IT budget cuts put Australia behind competitors


Wednesday, 14 May, 2014


IT budget cuts put Australia behind competitors

In its annual global survey of CIOs, Gartner Executive Programs found Australian IT leaders face significant challenges compared to their global counterparts.

The survey found that, while Australian businesses expect IT to support growth, many were cutting IT budgets and falling behind the rest of the world in digitalisation, raising the prospect of a digital leadership vacuum.

Australian organisations have fewer chief digital officers (1.8% compared to an average of 6.6% globally), outsource less and consume fewer public cloud services than worldwide averages.

With IT budgets shrinking by 0.1% (compared to global growth of 0.2%), Australian IT leaders have less money to fund growth. A closer look at IT spending shows 26% of IT spending will be outside of the IT budget. This could raise integration issues in the short term and governance issues in the long term.

“If Australian IT leaders are to ‘tame the digital dragon’, they need to address three top priorities: developing digital leadership, renovating the core of IT, and building bimodal capability,” said Gartner vice president Andy Rowsell-Jones.

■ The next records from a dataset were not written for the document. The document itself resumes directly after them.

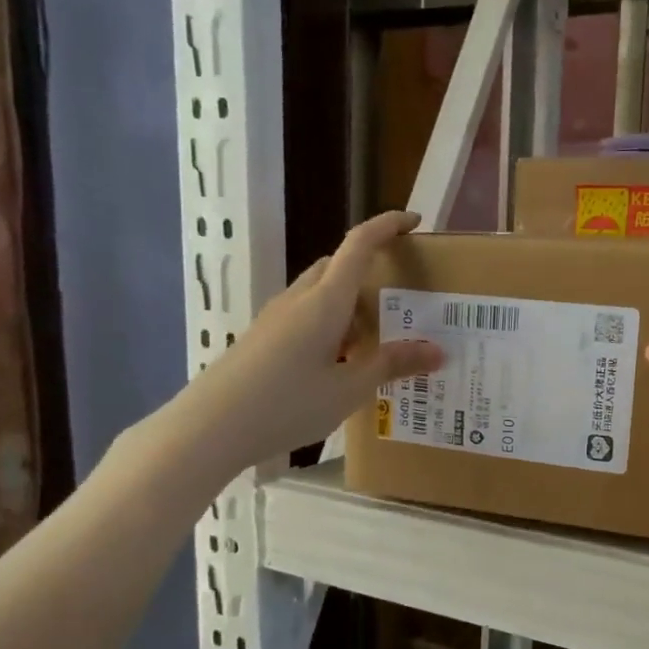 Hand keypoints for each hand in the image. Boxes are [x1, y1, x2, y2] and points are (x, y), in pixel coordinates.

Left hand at [165, 211, 442, 486]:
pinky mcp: (263, 338)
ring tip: (375, 342)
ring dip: (349, 304)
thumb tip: (437, 350)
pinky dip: (330, 325)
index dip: (387, 226)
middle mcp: (299, 298)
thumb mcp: (349, 388)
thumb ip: (392, 364)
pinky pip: (304, 316)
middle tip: (400, 303)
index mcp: (325, 300)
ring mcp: (276, 317)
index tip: (414, 222)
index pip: (359, 244)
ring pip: (319, 293)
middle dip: (370, 272)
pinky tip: (338, 364)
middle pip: (337, 266)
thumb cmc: (287, 403)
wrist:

A digital leadership vacuum

According to the Gartner report, most businesses have established IT leadership, strategy and governance, but have a vacuum when it comes to digital leadership. To exploit digital opportunities and ensure the core of IT services are ready, there must be clear digital leadership, strategy and governance.

Gartner recommends that all business executives need to become digitally savvy. Yet in Australia, less than 2% of businesses have appointed a chief digital officer, compared to 6.6% globally.

When it comes to using the cloud, survey data shows that one-fifth of Australian businesses and governments have made significant investments in public cloud, placing them slightly behind their global peers.

The other striking difference between Australian IT leaders and their peers is the type of cloud services being purchased. Only 43% of Australian businesses have invested in SaaS, compared to a staggering 72% globally. This could lead to Australian businesses missing out on the flexibility benefits of SaaS, which offer turnkey solutions to IT service needs.